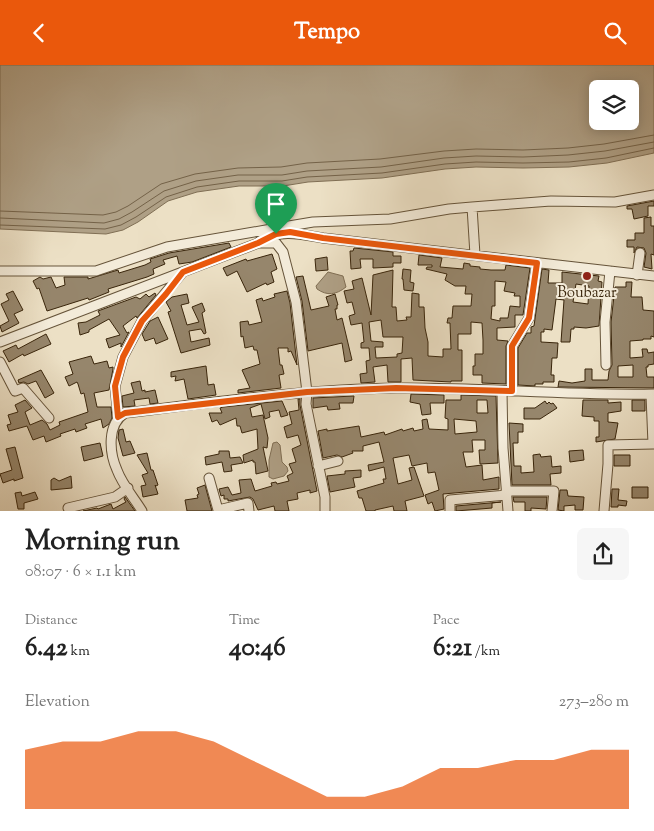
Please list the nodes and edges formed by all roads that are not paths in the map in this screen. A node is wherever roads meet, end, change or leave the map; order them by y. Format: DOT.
graph roads {
  1 [pos="654,195"];
  2 [pos="472,207"];
  3 [pos="258,243"];
  4 [pos="640,253"];
  5 [pos="475,255"];
  6 [pos="537,263"];
  7 [pos="0,271"];
  8 [pos="610,271"];
  9 [pos="183,272"];
  10 [pos="638,275"];
  11 [pos="654,276"];
  12 [pos="0,343"];
  13 [pos="0,363"];
  14 [pos="606,365"];
  15 [pos="507,391"];
  16 [pos="307,392"];
  17 [pos="653,395"];
  18 [pos="118,417"];
  19 [pos="49,418"];
  20 [pos="338,461"];
  21 [pos="318,466"];
  22 [pos="209,478"];
  23 [pos="128,488"];
  24 [pos="507,493"];
  25 [pos="68,508"];
  26 [pos="142,511"];
  27 [pos="249,511"];
  28 [pos="325,511"];
  29 [pos="450,511"];
  30 [pos="508,511"];
  31 [pos="552,511"];
  32 [pos="604,511"];
  1 -- 2 [label="street"];
  2 -- 5 [label="street"];
  2 -- 7 [label="street"];
  3 -- 5 [label="street"];
  3 -- 9 [label="street"];
  3 -- 16 [label="street"];
  4 -- 10 [label="street"];
  5 -- 6 [label="street"];
  6 -- 8 [label="street"];
  6 -- 15 [label="street"];
  8 -- 10 [label="street"];
  8 -- 14 [label="street"];
  9 -- 12 [label="street"];
  9 -- 18 [label="street"];
  10 -- 11 [label="street"];
  13 -- 19 [label="street"];
  15 -- 16 [label="street"];
  15 -- 17 [label="street"];
  15 -- 24 [label="street"];
  16 -- 18 [label="street"];
  16 -- 21 [label="street"];
  17 -- 32 [label="street"];
  18 -- 23 [label="street"];
  20 -- 21 [label="street"];
  21 -- 28 [label="street"];
  22 -- 27 [label="street"];
  23 -- 25 [label="street"];
  23 -- 26 [label="street"];
  24 -- 29 [label="street"];
  24 -- 30 [label="street"];
  24 -- 31 [label="street"];
}
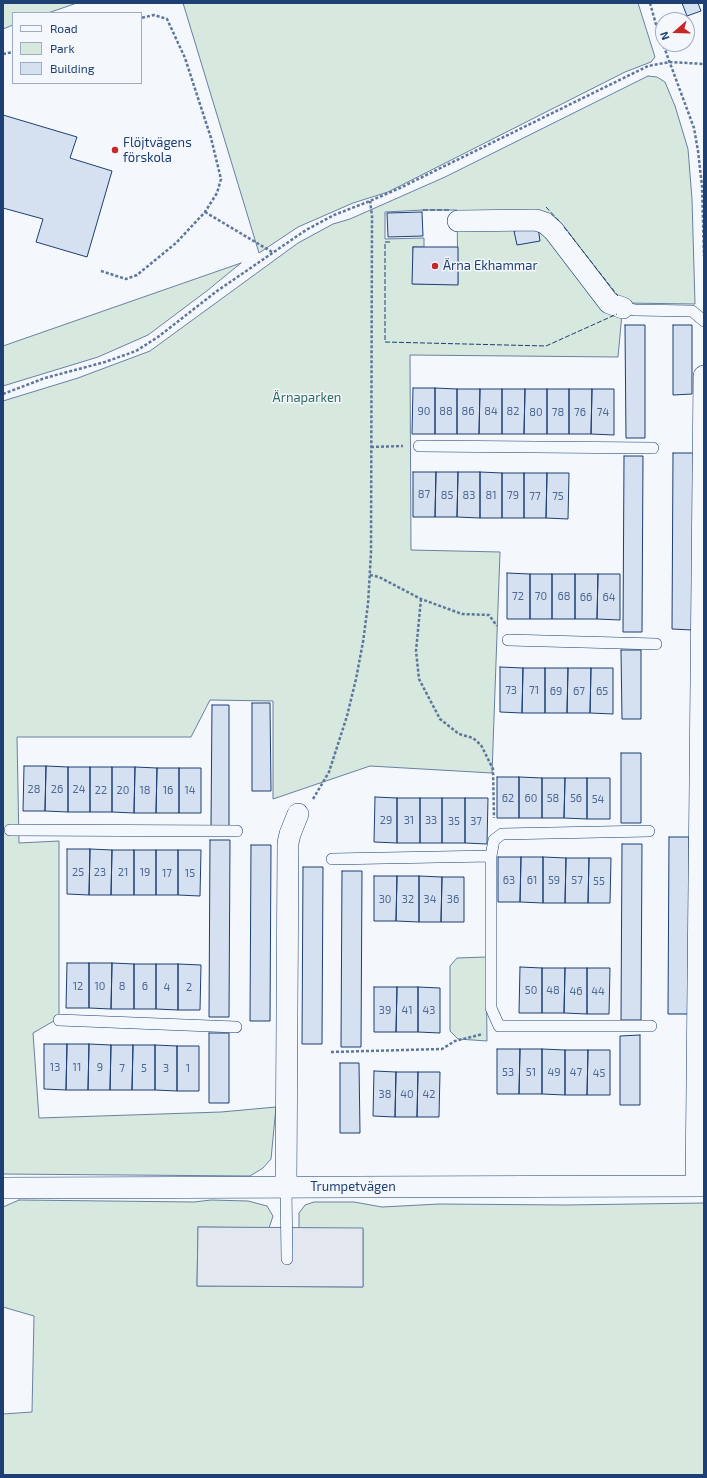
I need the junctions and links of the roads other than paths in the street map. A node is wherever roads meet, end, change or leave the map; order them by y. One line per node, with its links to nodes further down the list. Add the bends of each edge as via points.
1 (458, 220): 2 (street, via 536,220 545,223 554,231 609,303)
2 (623, 308): 3 (lane, via 692,311)
3 (704, 321)
4 (704, 376): 18 (street)
5 (419, 446): 6 (lane)
6 (653, 448)
7 (508, 640): 8 (lane)
8 (656, 644)
9 (298, 814): 19 (street, via 288,843)
10 (10, 830): 11 (lane)
11 (237, 831)
12 (649, 831): 13 (lane, via 502,834 494,840)
13 (492, 856): 14 (lane); 16 (lane, via 491,1008 499,1026)
14 (332, 859)
15 (59, 1020): 17 (lane)
16 (652, 1026)
17 (236, 1027)
18 (700, 1186): 19 (street, Trumpetvägen)
19 (286, 1187): 20 (street, Trumpetvägen); 21 (lane)
20 (3, 1188)
21 (287, 1259)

-.-.-

Task objective:
Please reproduce each line of the listing above exactly, skipping pictures.

Response for this exercise:
Please list the nodes and edges formed by all roads that are not paths in the map in this screen. A node is wherever roads meet, end, change or leave the map; order them by y. Format: DOT.
graph roads {
  1 [pos="654,195"];
  2 [pos="472,207"];
  3 [pos="258,243"];
  4 [pos="640,253"];
  5 [pos="475,255"];
  6 [pos="537,263"];
  7 [pos="0,271"];
  8 [pos="610,271"];
  9 [pos="183,272"];
  10 [pos="638,275"];
  11 [pos="654,276"];
  12 [pos="0,343"];
  13 [pos="0,363"];
  14 [pos="606,365"];
  15 [pos="507,391"];
  16 [pos="307,392"];
  17 [pos="653,395"];
  18 [pos="118,417"];
  19 [pos="49,418"];
  20 [pos="338,461"];
  21 [pos="318,466"];
  22 [pos="209,478"];
  23 [pos="128,488"];
  24 [pos="507,493"];
  25 [pos="68,508"];
  26 [pos="142,511"];
  27 [pos="249,511"];
  28 [pos="325,511"];
  29 [pos="450,511"];
  30 [pos="508,511"];
  31 [pos="552,511"];
  32 [pos="604,511"];
  1 -- 2 [label="street"];
  2 -- 5 [label="street"];
  2 -- 7 [label="street"];
  3 -- 5 [label="street"];
  3 -- 9 [label="street"];
  3 -- 16 [label="street"];
  4 -- 10 [label="street"];
  5 -- 6 [label="street"];
  6 -- 8 [label="street"];
  6 -- 15 [label="street"];
  8 -- 10 [label="street"];
  8 -- 14 [label="street"];
  9 -- 12 [label="street"];
  9 -- 18 [label="street"];
  10 -- 11 [label="street"];
  13 -- 19 [label="street"];
  15 -- 16 [label="street"];
  15 -- 17 [label="street"];
  15 -- 24 [label="street"];
  16 -- 18 [label="street"];
  16 -- 21 [label="street"];
  17 -- 32 [label="street"];
  18 -- 23 [label="street"];
  20 -- 21 [label="street"];
  21 -- 28 [label="street"];
  22 -- 27 [label="street"];
  23 -- 25 [label="street"];
  23 -- 26 [label="street"];
  24 -- 29 [label="street"];
  24 -- 30 [label="street"];
  24 -- 31 [label="street"];
}
I need the junctions and links of the roads other than paths in the street map. A node is wherever roads meet, end, change or leave the map; order them by y. One line per node, with its links to nodes further down the list. Add the bends of each edge as via points.
1 (458, 220): 2 (street, via 536,220 545,223 554,231 609,303)
2 (623, 308): 3 (lane, via 692,311)
3 (704, 321)
4 (704, 376): 18 (street)
5 (419, 446): 6 (lane)
6 (653, 448)
7 (508, 640): 8 (lane)
8 (656, 644)
9 (298, 814): 19 (street, via 288,843)
10 (10, 830): 11 (lane)
11 (237, 831)
12 (649, 831): 13 (lane, via 502,834 494,840)
13 (492, 856): 14 (lane); 16 (lane, via 491,1008 499,1026)
14 (332, 859)
15 (59, 1020): 17 (lane)
16 (652, 1026)
17 (236, 1027)
18 (700, 1186): 19 (street, Trumpetvägen)
19 (286, 1187): 20 (street, Trumpetvägen); 21 (lane)
20 (3, 1188)
21 (287, 1259)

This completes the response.